#### [Exercise objective]
Repeat the listing below verbatim, without its images.

Data shown section start

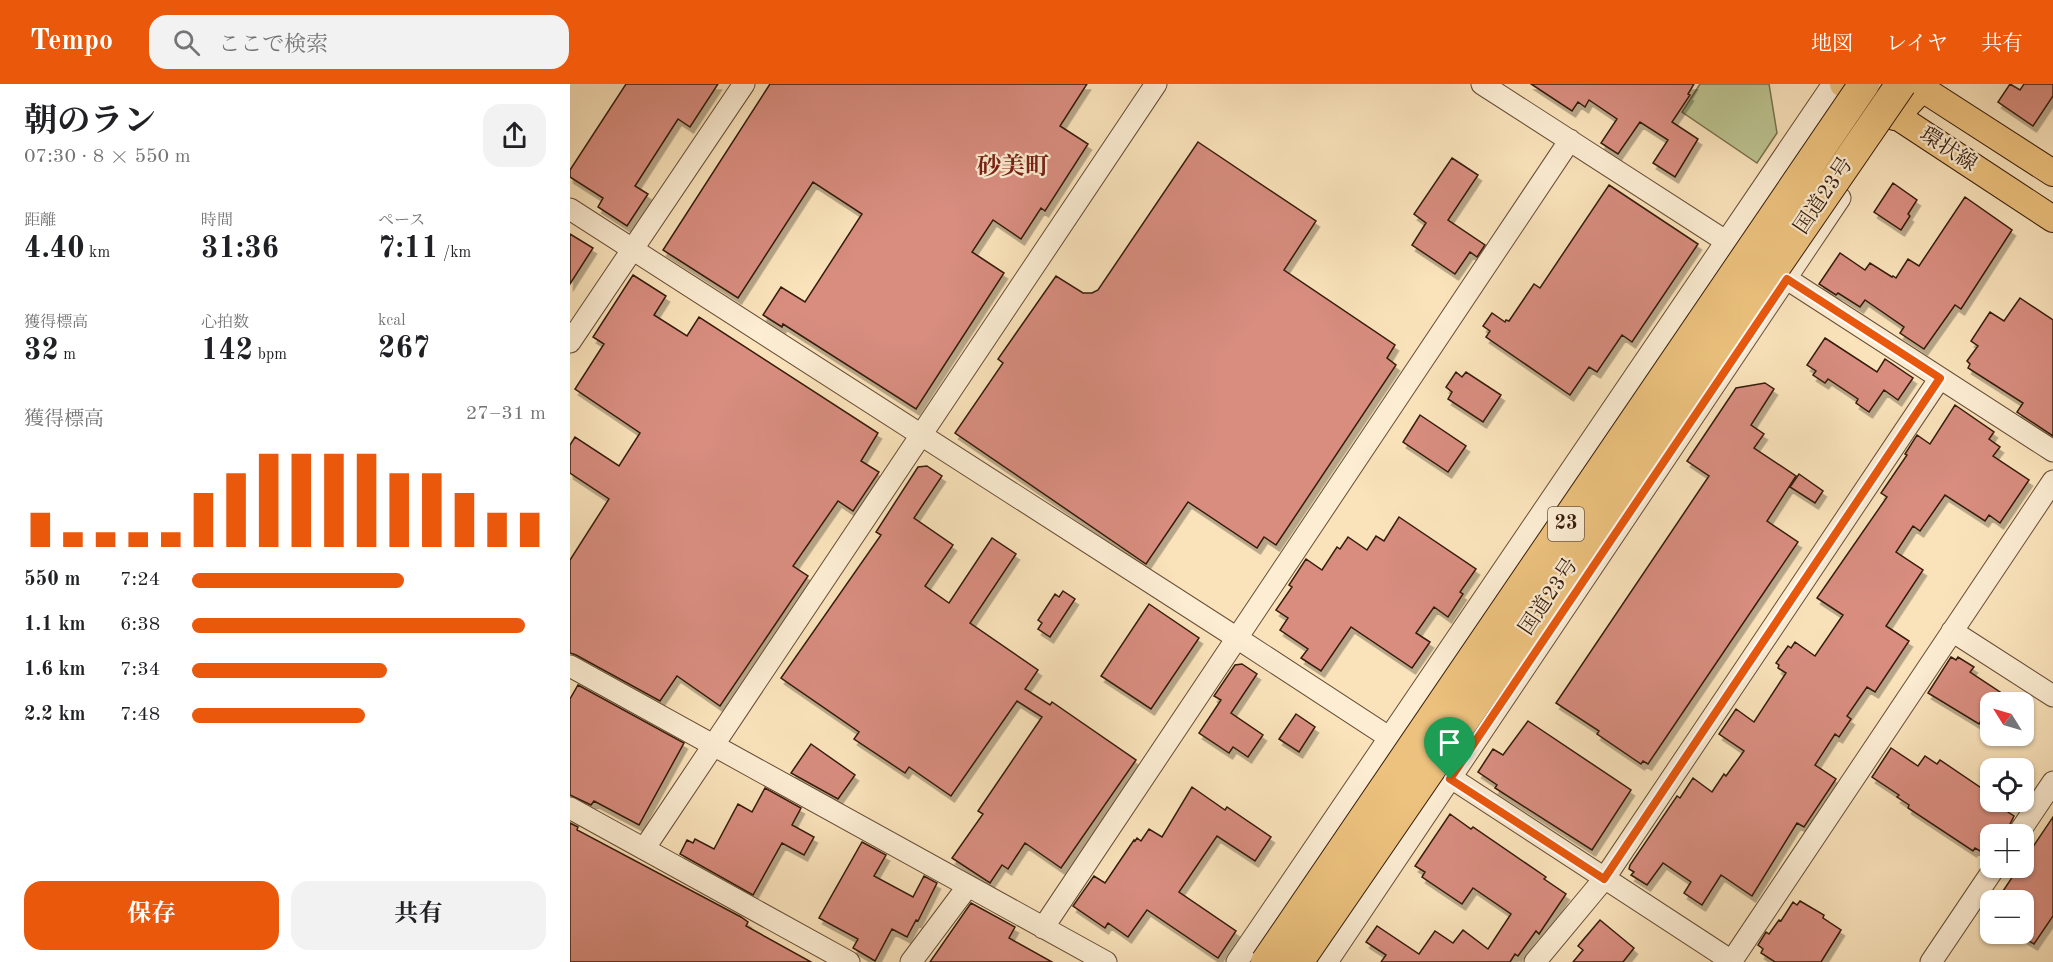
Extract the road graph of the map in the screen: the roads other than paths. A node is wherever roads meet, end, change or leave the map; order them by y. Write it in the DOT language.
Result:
graph roads {
  1 [pos="744,84"];
  2 [pos="1156,84"];
  3 [pos="1482,84"];
  4 [pos="1833,84"];
  5 [pos="1843,84"];
  6 [pos="1864,84"];
  7 [pos="1915,85"];
  8 [pos="1894,115"];
  9 [pos="1570,140"];
  10 [pos="2053,173"];
  11 [pos="570,209"];
  12 [pos="2053,219"];
  13 [pos="1727,242"];
  14 [pos="633,250"];
  15 [pos="1787,279"];
  16 [pos="570,342"];
  17 [pos="1940,378"];
  18 [pos="921,435"];
  19 [pos="2053,451"];
  20 [pos="2053,481"];
  21 [pos="1952,632"];
  22 [pos="1237,638"];
  23 [pos="570,666"];
  24 [pos="2053,696"];
  25 [pos="1391,737"];
  26 [pos="713,745"];
  27 [pos="1450,779"];
  28 [pos="2053,782"];
  29 [pos="570,808"];
  30 [pos="2025,824"];
  31 [pos="644,849"];
  32 [pos="1988,878"];
  33 [pos="1604,879"];
  34 [pos="968,886"];
  35 [pos="1043,928"];
  36 [pos="849,962"];
  37 [pos="911,962"];
  38 [pos="1106,962"];
  39 [pos="1237,962"];
  40 [pos="1266,962"];
  41 [pos="1299,962"];
  42 [pos="1327,962"];
  43 [pos="1535,962"];
  44 [pos="1732,962"];
  45 [pos="1931,962"];
  1 -- 14 [label="street"];
  2 -- 18 [label="street"];
  3 -- 9 [label="street"];
  4 -- 13 [label="street"];
  5 -- 8 [label="main road, 環状線"];
  6 -- 40 [label="highway, 国道23号 / 23, bridge"];
  7 -- 8 [label="highway"];
  7 -- 10 [label="main road, 環状線"];
  7 -- 41 [label="highway, 国道23号 / 23, bridge"];
  8 -- 12 [label="main road, 環状線"];
  8 -- 15 [label="street"];
  9 -- 13 [label="street"];
  9 -- 22 [label="street"];
  11 -- 14 [label="street"];
  13 -- 25 [label="street"];
  14 -- 16 [label="street"];
  14 -- 18 [label="street"];
  15 -- 17 [label="street"];
  15 -- 27 [label="street"];
  17 -- 19 [label="street"];
  17 -- 33 [label="street"];
  18 -- 22 [label="street"];
  18 -- 26 [label="street"];
  20 -- 21 [label="street"];
  21 -- 24 [label="street"];
  21 -- 44 [label="street"];
  22 -- 25 [label="street"];
  22 -- 35 [label="street"];
  23 -- 26 [label="street"];
  25 -- 27 [label="street"];
  25 -- 39 [label="street"];
  26 -- 31 [label="street"];
  26 -- 34 [label="street"];
  27 -- 33 [label="street"];
  27 -- 42 [label="street"];
  28 -- 30 [label="street"];
  29 -- 31 [label="street"];
  31 -- 36 [label="street"];
  32 -- 45 [label="street"];
  33 -- 43 [label="street"];
  33 -- 44 [label="street"];
  34 -- 35 [label="street"];
  34 -- 37 [label="street"];
  35 -- 38 [label="street"];
}
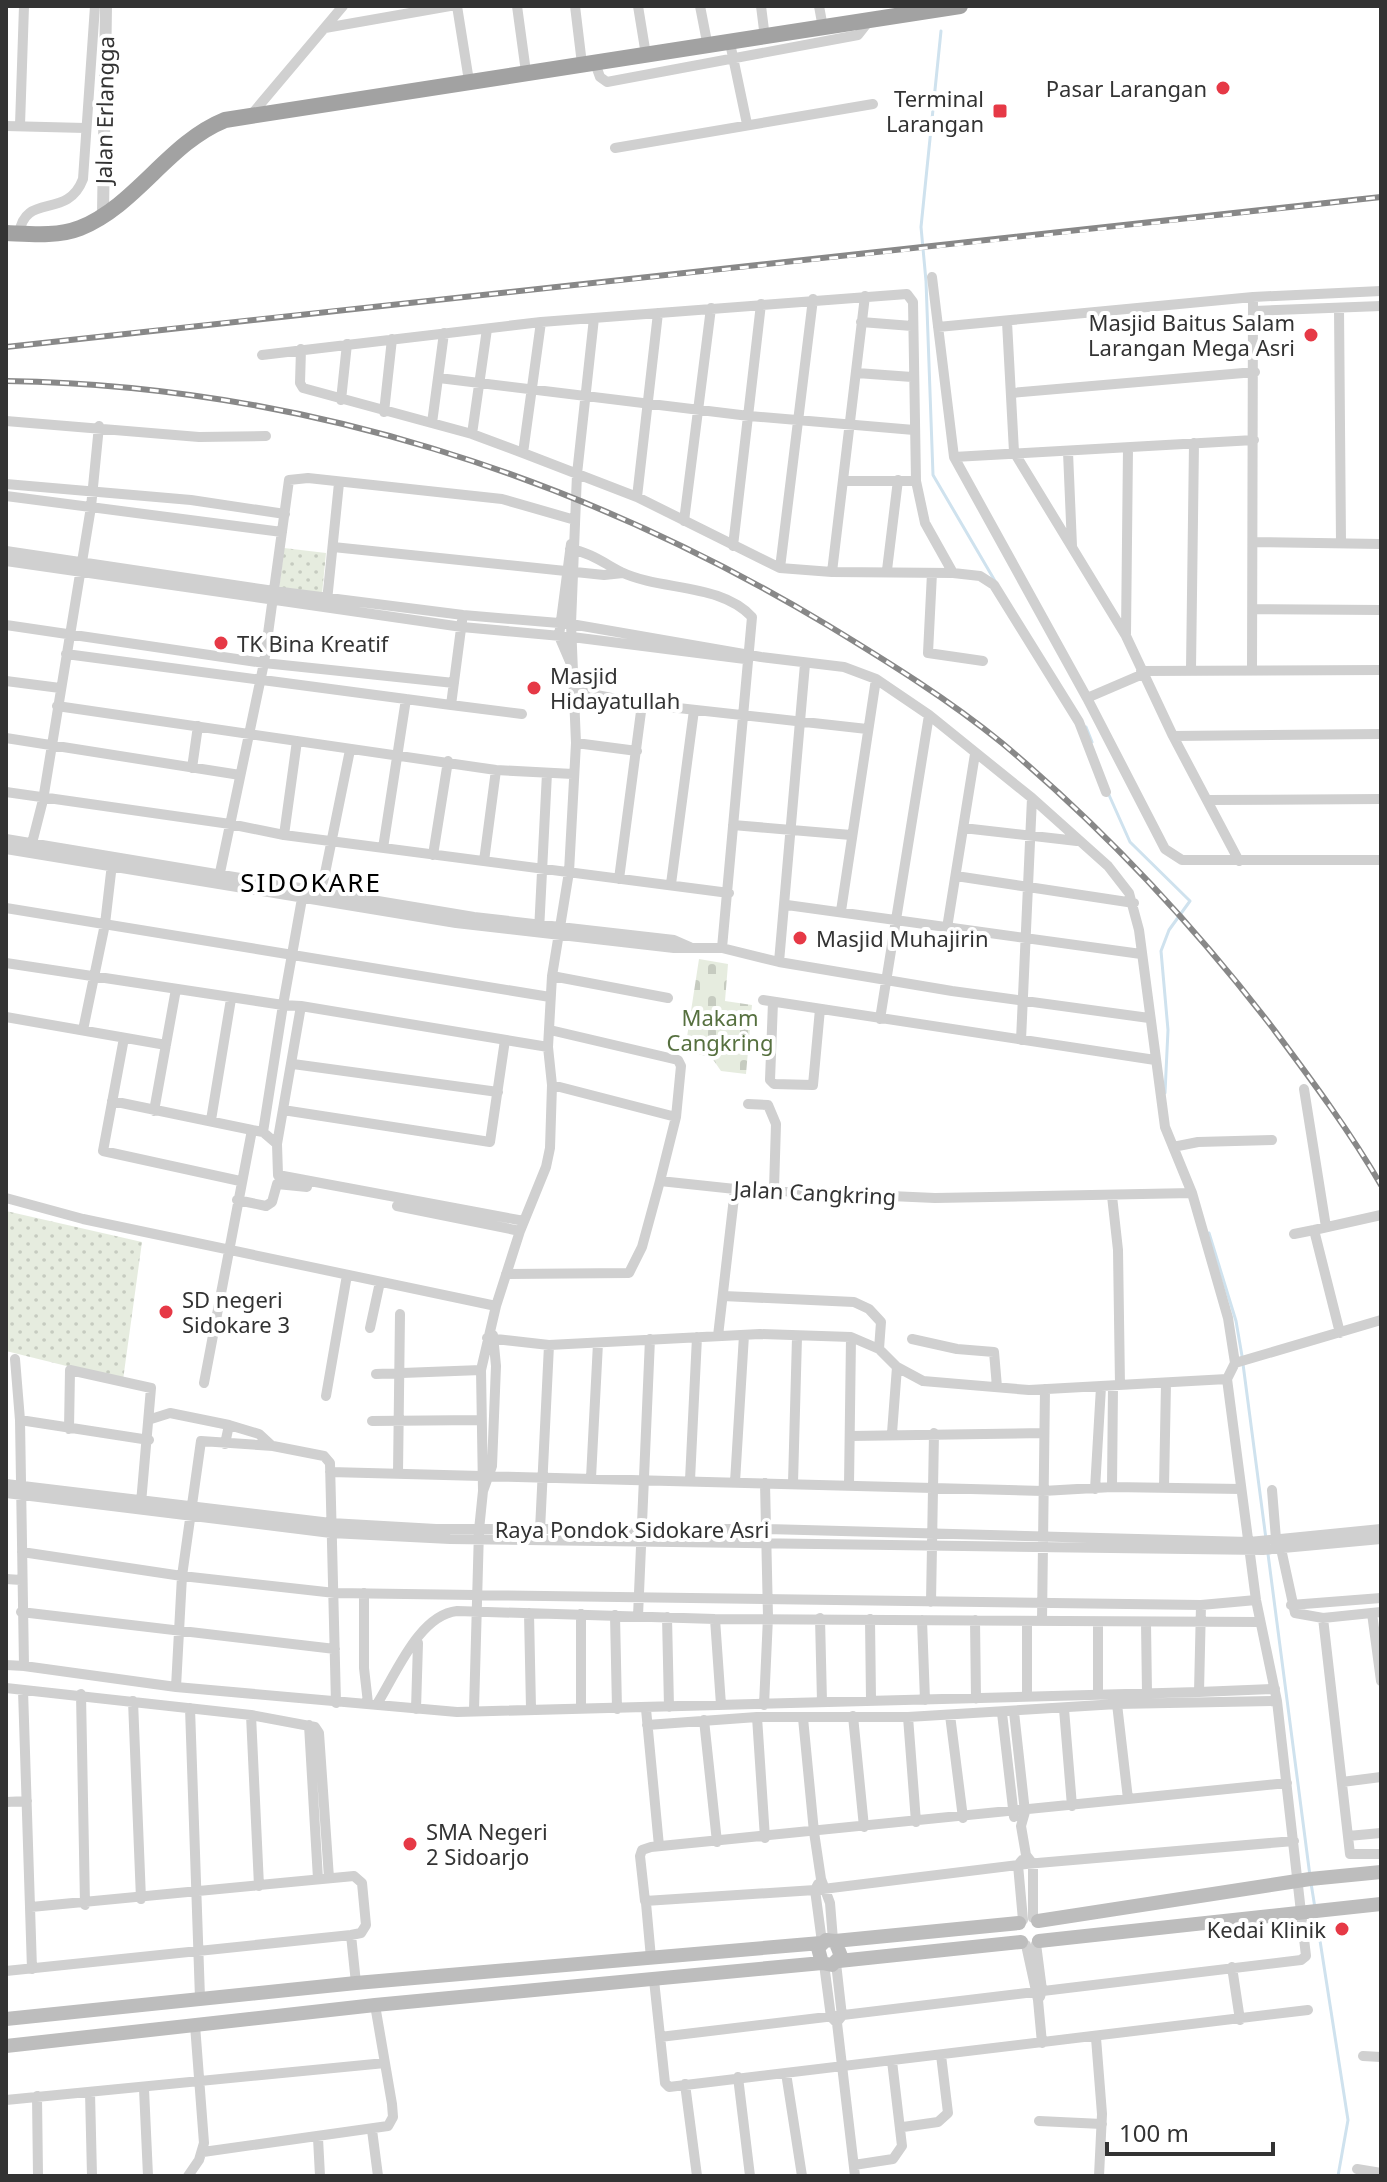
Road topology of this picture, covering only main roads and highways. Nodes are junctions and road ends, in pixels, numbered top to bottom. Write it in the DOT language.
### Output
graph roads {
  1 [pos="960,6"];
  2 [pos="930,8"];
  3 [pos="873,16"];
  4 [pos="12,233"];
  5 [pos="1381,1872"];
  6 [pos="1381,1904"];
  7 [pos="1028,1920"];
  8 [pos="828,1941"];
  9 [pos="1031,1943"];
  10 [pos="830,1962"];
  11 [pos="478,1973"];
  12 [pos="481,1995"];
  13 [pos="6,2019"];
  14 [pos="6,2046"];
  1 -- 2 [label="highway"];
  2 -- 3 [label="highway"];
  3 -- 4 [label="highway"];
  5 -- 7 [label="main road"];
  6 -- 9 [label="main road"];
  7 -- 8 [label="main road"];
  7 -- 9 [label="main road"];
  7 -- 9 [label="main road"];
  8 -- 10 [label="main road"];
  8 -- 10 [label="main road"];
  8 -- 11 [label="main road"];
  9 -- 10 [label="main road"];
  10 -- 12 [label="main road"];
  11 -- 12 [label="main road"];
  11 -- 13 [label="main road"];
  12 -- 14 [label="main road"];
}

Data shown section end

#### [Solution]
Extract the road graph of the map in the screen: the roads other than paths. A node is wherever roads meet, end, change or leave the map; order them by y. Write it in the DOT language.
Result:
graph roads {
  1 [pos="744,84"];
  2 [pos="1156,84"];
  3 [pos="1482,84"];
  4 [pos="1833,84"];
  5 [pos="1843,84"];
  6 [pos="1864,84"];
  7 [pos="1915,85"];
  8 [pos="1894,115"];
  9 [pos="1570,140"];
  10 [pos="2053,173"];
  11 [pos="570,209"];
  12 [pos="2053,219"];
  13 [pos="1727,242"];
  14 [pos="633,250"];
  15 [pos="1787,279"];
  16 [pos="570,342"];
  17 [pos="1940,378"];
  18 [pos="921,435"];
  19 [pos="2053,451"];
  20 [pos="2053,481"];
  21 [pos="1952,632"];
  22 [pos="1237,638"];
  23 [pos="570,666"];
  24 [pos="2053,696"];
  25 [pos="1391,737"];
  26 [pos="713,745"];
  27 [pos="1450,779"];
  28 [pos="2053,782"];
  29 [pos="570,808"];
  30 [pos="2025,824"];
  31 [pos="644,849"];
  32 [pos="1988,878"];
  33 [pos="1604,879"];
  34 [pos="968,886"];
  35 [pos="1043,928"];
  36 [pos="849,962"];
  37 [pos="911,962"];
  38 [pos="1106,962"];
  39 [pos="1237,962"];
  40 [pos="1266,962"];
  41 [pos="1299,962"];
  42 [pos="1327,962"];
  43 [pos="1535,962"];
  44 [pos="1732,962"];
  45 [pos="1931,962"];
  1 -- 14 [label="street"];
  2 -- 18 [label="street"];
  3 -- 9 [label="street"];
  4 -- 13 [label="street"];
  5 -- 8 [label="main road, 環状線"];
  6 -- 40 [label="highway, 国道23号 / 23, bridge"];
  7 -- 8 [label="highway"];
  7 -- 10 [label="main road, 環状線"];
  7 -- 41 [label="highway, 国道23号 / 23, bridge"];
  8 -- 12 [label="main road, 環状線"];
  8 -- 15 [label="street"];
  9 -- 13 [label="street"];
  9 -- 22 [label="street"];
  11 -- 14 [label="street"];
  13 -- 25 [label="street"];
  14 -- 16 [label="street"];
  14 -- 18 [label="street"];
  15 -- 17 [label="street"];
  15 -- 27 [label="street"];
  17 -- 19 [label="street"];
  17 -- 33 [label="street"];
  18 -- 22 [label="street"];
  18 -- 26 [label="street"];
  20 -- 21 [label="street"];
  21 -- 24 [label="street"];
  21 -- 44 [label="street"];
  22 -- 25 [label="street"];
  22 -- 35 [label="street"];
  23 -- 26 [label="street"];
  25 -- 27 [label="street"];
  25 -- 39 [label="street"];
  26 -- 31 [label="street"];
  26 -- 34 [label="street"];
  27 -- 33 [label="street"];
  27 -- 42 [label="street"];
  28 -- 30 [label="street"];
  29 -- 31 [label="street"];
  31 -- 36 [label="street"];
  32 -- 45 [label="street"];
  33 -- 43 [label="street"];
  33 -- 44 [label="street"];
  34 -- 35 [label="street"];
  34 -- 37 [label="street"];
  35 -- 38 [label="street"];
}
Road topology of this picture, covering only main roads and highways. Nodes are junctions and road ends, in pixels, numbered top to bottom. Write it in the DOT language.
### Output
graph roads {
  1 [pos="960,6"];
  2 [pos="930,8"];
  3 [pos="873,16"];
  4 [pos="12,233"];
  5 [pos="1381,1872"];
  6 [pos="1381,1904"];
  7 [pos="1028,1920"];
  8 [pos="828,1941"];
  9 [pos="1031,1943"];
  10 [pos="830,1962"];
  11 [pos="478,1973"];
  12 [pos="481,1995"];
  13 [pos="6,2019"];
  14 [pos="6,2046"];
  1 -- 2 [label="highway"];
  2 -- 3 [label="highway"];
  3 -- 4 [label="highway"];
  5 -- 7 [label="main road"];
  6 -- 9 [label="main road"];
  7 -- 8 [label="main road"];
  7 -- 9 [label="main road"];
  7 -- 9 [label="main road"];
  8 -- 10 [label="main road"];
  8 -- 10 [label="main road"];
  8 -- 11 [label="main road"];
  9 -- 10 [label="main road"];
  10 -- 12 [label="main road"];
  11 -- 12 [label="main road"];
  11 -- 13 [label="main road"];
  12 -- 14 [label="main road"];
}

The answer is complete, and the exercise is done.